From day to day the missionaries recorded what they saw or heard, with very little attempt at explanation, and no apparent suspicion that they were in any way parties to the events they deplored:

"Monday. 11 June 1807. The man mentioned as being inspired continues to say that the God Oro is angry and that there must be war. The principal offence, we understand, is that the people of Attahuru have taken some of the bones of the chief Mateha who was killed by them the last war at Taearabu, and made fish-hooks of them, which has been done by way of contempt to the King, as he was a relative to Pomare's family. There are several other things which have displeased the king. Also the people of Taearabu have given some offence possibly by their not wholly leaving the land given to Oro, which the king had desired should not be inhabited. The king and the people in general about us are busily employed in cleaning their muskets and preparing themselves for war, and seem much delighted with the certainty of its taking place.

"Friday. 22. A messenger from Attahuru or Pape Ere brought to the King, who happened to be at our house at the time, a tara aehara, or atonement. It consisted of a branch of plantain, a bunch of red feathers, and a sucking-pig. It is said that it was sent on account of Pepere who is very ill at Attahuru. The king ordered it to be taken to his mother. It is supposed an expedition against Attahuru is in agitation, and that it will take place when certain religious ceremonies are performed.

"Monday 25. Three of the bodies of the slain at Attahuru were brought up during the night; these and the two brought here yesterday afternoon are sent forward to Taearabu to be deposed in the Marae where the God Orois. It is reported that eight are killed altogether... In the course of the day some people came from Attahuru, and they report that Pomare and his people are encamped in Attahuru, and that all the Attahuruans are fled to their Pare. All the houses and plantations have been destroyed by Pomare's party, and much spoil was taken, the Attahuruans not having time to take it with them. Cloth and other things are sent up today in great quantities to the districts of Pare and Matavae.

"Tuesday (?) July 2. Pomare sent us a note signifying that the Attahuruans are entirely subdued and destroyed; that Tata-ru, Poeno, etc., are among the slain; and requesting us to send him some paper to make cartridges, and two bottles of rum. A little of the former was sent him, but the latter was denied; a note also was sent him requesting him not to proceed in destroying harmless women and children. Held our missionary prayer-meeting at the usual time. In the afternoon brothers Elder and Wilson went down towards Attahuru to see whether they can do anything to save those fugitives that are said to be in the mountains. Brother Nott also went down to Pare intending to conduct hither Te Towha, a chief of Attahuru who escaped the late slaughter by running to the mountains, and is supposed to be now in the valley of Hautana.
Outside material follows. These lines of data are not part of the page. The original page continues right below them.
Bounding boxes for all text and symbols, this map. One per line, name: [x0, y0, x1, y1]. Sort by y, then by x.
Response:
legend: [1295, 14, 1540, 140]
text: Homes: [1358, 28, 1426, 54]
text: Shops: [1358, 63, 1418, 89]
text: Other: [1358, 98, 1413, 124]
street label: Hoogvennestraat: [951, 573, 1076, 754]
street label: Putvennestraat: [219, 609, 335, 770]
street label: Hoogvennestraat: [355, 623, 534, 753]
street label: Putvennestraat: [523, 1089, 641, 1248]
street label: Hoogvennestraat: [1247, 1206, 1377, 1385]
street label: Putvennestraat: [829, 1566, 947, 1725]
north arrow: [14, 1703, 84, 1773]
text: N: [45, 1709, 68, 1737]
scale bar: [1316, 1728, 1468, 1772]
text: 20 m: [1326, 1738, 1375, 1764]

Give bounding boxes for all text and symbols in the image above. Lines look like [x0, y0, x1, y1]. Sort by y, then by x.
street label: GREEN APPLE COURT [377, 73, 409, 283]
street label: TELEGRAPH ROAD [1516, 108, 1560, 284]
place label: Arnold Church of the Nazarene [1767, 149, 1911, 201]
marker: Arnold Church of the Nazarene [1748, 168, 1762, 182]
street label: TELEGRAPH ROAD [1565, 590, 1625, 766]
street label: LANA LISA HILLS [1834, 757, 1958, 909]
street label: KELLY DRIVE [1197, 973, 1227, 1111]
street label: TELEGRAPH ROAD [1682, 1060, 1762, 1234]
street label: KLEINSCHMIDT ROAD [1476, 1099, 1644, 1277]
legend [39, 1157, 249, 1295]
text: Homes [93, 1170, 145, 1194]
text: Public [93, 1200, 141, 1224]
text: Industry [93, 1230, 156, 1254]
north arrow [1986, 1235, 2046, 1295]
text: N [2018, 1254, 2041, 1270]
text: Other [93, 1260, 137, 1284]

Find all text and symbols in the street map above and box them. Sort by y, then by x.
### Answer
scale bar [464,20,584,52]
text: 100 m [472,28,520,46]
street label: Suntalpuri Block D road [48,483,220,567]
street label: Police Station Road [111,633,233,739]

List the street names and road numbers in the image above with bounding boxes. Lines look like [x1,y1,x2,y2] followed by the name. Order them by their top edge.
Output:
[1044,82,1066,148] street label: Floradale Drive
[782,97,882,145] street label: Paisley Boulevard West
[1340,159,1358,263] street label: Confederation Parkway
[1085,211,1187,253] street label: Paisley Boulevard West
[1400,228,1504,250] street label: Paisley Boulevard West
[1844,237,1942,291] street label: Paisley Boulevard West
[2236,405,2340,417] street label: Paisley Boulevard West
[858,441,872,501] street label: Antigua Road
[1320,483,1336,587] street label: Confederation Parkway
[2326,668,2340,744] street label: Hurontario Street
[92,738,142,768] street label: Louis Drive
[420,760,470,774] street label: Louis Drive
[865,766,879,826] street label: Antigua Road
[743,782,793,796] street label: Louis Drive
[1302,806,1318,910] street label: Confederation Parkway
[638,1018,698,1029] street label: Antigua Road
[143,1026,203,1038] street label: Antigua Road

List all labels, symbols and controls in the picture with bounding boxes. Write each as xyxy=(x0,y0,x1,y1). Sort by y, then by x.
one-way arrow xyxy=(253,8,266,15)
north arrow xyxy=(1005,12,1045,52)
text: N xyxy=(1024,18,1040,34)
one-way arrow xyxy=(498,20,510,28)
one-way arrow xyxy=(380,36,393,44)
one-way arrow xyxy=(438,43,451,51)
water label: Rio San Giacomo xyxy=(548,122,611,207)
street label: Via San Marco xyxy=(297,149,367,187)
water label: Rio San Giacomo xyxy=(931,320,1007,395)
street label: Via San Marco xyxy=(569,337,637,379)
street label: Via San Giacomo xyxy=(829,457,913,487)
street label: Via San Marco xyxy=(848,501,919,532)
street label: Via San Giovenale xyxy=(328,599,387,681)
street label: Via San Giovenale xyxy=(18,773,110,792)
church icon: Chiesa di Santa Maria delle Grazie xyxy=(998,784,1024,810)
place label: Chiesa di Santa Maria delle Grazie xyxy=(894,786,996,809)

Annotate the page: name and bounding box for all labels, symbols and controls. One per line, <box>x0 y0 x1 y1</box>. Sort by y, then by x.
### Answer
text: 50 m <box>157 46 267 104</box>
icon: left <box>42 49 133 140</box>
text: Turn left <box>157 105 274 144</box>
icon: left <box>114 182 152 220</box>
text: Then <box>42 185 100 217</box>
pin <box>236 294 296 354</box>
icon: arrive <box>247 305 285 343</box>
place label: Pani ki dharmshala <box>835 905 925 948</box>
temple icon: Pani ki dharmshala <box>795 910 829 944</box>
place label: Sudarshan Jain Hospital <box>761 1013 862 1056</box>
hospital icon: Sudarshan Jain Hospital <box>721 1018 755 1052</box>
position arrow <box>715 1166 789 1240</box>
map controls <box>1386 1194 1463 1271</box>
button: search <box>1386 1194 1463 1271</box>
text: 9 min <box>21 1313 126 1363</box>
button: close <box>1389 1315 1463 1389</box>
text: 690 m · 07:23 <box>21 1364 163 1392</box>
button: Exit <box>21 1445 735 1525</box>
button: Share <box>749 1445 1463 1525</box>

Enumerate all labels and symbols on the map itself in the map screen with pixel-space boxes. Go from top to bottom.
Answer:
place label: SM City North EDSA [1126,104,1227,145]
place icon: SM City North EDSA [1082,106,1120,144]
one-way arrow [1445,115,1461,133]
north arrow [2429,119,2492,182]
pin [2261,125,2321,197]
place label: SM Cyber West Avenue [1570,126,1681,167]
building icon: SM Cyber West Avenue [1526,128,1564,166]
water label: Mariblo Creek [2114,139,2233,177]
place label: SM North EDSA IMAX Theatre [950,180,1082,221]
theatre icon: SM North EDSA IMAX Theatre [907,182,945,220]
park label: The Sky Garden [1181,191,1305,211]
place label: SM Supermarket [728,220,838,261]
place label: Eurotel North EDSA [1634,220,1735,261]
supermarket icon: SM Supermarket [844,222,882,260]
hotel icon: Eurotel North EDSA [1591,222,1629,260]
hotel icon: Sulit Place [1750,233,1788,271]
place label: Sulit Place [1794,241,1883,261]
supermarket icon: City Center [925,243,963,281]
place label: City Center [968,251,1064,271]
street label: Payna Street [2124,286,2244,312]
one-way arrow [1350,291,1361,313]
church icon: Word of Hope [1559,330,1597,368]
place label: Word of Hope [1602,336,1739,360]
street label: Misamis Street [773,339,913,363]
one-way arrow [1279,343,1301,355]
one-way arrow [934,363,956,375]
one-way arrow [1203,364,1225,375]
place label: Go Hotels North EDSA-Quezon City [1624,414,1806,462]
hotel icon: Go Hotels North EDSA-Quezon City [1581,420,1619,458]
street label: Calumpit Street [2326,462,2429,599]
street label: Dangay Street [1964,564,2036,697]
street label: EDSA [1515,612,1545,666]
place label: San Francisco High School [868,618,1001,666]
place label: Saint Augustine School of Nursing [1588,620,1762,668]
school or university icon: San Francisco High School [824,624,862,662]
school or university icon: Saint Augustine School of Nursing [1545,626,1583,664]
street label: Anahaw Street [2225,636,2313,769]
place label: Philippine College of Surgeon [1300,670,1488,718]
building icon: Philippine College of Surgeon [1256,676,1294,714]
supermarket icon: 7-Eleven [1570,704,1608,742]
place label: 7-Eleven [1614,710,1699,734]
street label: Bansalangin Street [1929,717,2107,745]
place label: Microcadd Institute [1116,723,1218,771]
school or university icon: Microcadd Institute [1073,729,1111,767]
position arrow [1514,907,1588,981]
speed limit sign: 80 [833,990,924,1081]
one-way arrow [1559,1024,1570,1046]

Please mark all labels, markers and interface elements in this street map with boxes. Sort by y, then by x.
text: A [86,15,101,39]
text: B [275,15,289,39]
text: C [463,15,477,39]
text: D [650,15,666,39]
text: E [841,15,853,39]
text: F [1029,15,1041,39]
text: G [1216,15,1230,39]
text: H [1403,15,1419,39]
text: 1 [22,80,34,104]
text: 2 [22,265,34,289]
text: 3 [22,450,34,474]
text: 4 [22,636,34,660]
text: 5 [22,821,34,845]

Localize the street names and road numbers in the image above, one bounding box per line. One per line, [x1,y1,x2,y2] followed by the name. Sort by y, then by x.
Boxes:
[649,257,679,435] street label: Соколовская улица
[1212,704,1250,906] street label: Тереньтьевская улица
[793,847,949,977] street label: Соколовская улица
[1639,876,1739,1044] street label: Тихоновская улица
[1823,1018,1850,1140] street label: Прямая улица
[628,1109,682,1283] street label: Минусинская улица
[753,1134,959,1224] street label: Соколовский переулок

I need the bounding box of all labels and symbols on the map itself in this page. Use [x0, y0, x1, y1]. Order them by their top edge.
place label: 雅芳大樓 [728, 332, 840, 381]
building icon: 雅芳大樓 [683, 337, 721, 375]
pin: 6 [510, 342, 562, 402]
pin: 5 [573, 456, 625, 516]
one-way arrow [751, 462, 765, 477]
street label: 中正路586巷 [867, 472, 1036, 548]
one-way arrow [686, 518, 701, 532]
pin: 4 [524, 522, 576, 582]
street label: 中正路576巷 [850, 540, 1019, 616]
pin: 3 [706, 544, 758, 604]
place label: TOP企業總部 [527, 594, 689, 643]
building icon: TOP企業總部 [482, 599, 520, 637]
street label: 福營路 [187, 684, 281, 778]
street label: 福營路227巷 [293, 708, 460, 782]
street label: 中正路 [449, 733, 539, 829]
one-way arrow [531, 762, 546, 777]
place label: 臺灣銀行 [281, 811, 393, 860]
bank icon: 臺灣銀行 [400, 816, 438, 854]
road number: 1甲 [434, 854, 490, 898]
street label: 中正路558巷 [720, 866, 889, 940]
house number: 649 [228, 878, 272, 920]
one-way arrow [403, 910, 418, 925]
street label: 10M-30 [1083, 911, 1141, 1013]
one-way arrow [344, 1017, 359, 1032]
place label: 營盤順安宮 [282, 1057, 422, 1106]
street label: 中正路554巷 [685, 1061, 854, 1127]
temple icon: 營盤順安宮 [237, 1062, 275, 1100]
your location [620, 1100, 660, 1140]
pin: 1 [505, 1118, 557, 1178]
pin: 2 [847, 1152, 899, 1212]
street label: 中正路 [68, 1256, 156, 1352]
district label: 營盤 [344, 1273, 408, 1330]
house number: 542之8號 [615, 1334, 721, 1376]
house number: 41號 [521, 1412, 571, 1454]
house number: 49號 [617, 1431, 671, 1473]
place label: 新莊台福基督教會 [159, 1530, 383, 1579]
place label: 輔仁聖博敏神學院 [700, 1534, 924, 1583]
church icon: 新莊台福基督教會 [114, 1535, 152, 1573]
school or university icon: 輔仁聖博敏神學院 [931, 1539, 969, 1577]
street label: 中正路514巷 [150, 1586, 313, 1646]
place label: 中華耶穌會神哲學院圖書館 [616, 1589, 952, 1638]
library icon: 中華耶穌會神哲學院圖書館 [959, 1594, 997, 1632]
Pomare has promised that on account of his sister (who is the wife of Pare) he shall be spared; at the same time it is supposed that Pomare would be glad of his death.

"Wednesday, 3... In the evening the brethren returned. Brother Nott could not find Te Towha; he is hiding himself somewhere in the mountains. Brothers Elder and Wilson proceeded to Pomare's camp; but when they got there he was on the point of sailing for Papara where most of his followers had gone before... Pomare was standing by the dead bodies on the seaside, giving orders to the people and waiting till all the carcasses of the slain should be put on board canoes to send to the great Marae at Taearabu. The brethren saw only about thirty; the rest had been previously sent away for Taearabu; those they saw were cut and mangled in a shocking manner. The number of the slain is not easily ascertained; the brethren conjecture they might not exceed one hundred. The district of Attahuru presents a horrid scene of ruin and devastation. Pomare appeared as if he was conscious of acting wrong, but was not for entering into conversation with the brethren. They requested him not to proceed in killing the women and children, and entreated him to spare the Attahuruans that are in the mountains: this he promised to do."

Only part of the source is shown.